Andres Vooremaa

Personal information
- Born: July 19, 1944 Rae Parish, Estonia
- Died: December 12, 2022 (aged 78)

Chess career
- Country: Soviet Union Estonia
- Title: Soviet Master
- Peak rating: 2415 (July 1971)
- Peak ranking: No. 235 (July 1971)

= Andres Vooremaa =

Estonian chess player

Andres Vooremaa (born 19 July 1944 - 12 December 2022) was an Estonian chess player, who twice won the Estonian Chess Championship. He was awarded the Soviet Master title in 1969.

==Biography==
Vooremaa was born in Rae Parish.

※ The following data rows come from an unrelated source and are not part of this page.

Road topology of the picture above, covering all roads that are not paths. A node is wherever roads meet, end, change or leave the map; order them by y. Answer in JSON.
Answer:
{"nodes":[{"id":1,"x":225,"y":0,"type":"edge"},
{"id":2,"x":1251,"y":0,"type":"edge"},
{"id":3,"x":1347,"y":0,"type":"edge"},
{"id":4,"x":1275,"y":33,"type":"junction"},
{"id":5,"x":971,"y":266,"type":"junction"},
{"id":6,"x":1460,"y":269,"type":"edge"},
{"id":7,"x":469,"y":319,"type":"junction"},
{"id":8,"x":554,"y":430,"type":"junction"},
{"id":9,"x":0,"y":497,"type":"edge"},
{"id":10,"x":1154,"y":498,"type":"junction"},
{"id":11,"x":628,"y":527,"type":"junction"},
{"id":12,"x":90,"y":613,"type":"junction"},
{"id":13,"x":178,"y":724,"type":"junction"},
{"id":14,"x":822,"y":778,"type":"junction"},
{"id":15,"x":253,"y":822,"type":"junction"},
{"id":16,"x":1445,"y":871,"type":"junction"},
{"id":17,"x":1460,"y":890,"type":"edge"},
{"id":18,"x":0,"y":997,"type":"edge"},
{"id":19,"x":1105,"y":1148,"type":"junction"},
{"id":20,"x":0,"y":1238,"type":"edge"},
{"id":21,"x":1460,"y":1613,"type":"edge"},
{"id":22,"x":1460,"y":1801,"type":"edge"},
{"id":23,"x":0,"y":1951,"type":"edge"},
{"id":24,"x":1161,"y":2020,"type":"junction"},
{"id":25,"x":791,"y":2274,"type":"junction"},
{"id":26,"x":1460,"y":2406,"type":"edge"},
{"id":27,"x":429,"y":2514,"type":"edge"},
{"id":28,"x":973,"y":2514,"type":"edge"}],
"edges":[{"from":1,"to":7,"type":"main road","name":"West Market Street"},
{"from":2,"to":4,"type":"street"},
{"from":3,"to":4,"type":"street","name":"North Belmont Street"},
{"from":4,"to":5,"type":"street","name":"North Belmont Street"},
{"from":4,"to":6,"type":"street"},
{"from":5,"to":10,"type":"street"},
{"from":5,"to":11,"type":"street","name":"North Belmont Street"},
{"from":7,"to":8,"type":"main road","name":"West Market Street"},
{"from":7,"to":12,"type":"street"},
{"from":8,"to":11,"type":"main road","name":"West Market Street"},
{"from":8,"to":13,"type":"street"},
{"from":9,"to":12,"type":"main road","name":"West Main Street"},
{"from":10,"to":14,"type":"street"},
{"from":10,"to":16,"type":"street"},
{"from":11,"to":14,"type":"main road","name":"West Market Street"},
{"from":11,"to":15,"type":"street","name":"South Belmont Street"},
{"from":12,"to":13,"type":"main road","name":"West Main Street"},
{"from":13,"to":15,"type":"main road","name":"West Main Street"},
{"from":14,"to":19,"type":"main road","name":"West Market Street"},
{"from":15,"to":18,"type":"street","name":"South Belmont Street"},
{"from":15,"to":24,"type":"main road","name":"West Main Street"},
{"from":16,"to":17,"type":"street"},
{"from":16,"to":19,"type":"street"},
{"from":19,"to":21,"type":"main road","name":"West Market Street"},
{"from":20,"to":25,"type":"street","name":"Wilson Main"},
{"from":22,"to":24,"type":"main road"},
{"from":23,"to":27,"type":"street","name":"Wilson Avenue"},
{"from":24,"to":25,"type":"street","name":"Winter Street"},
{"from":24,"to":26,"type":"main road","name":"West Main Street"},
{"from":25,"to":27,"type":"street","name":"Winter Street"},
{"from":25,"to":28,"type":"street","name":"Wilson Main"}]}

In 1968 he graduated from Tallinn Polytechnical Institute with a degree in industrial electronics. From 1971 to 1994 he worked as an engineer. In 1961 Andres Vooremaa won the Estonian Junior Chess Championship. He won the Tallinn Chess Championship in 1962, 1964 and 1970. In 1969 became a Soviet Master. In 1970 Vooremaa won the Baltic Chess Championship in Pärnu. He twice won the Estonian Chess Championship in 1972 and 1973, finished second three times (1971, 1974, 1985) and finished third once in 1980. He has played for Estonia five times in the Soviet Team Chess Championships (1963, 1972, 1975, 1979, 1981), and twice played for the Estonian team "Kalev" in the Soviet Team Chess Cup (1968, 1980). He also won the Estonian correspondence chess championship in 1968, and the Estonian blitz chess championship in 1972. He was the coach of Tatyana Fomina from 1981 to 1988.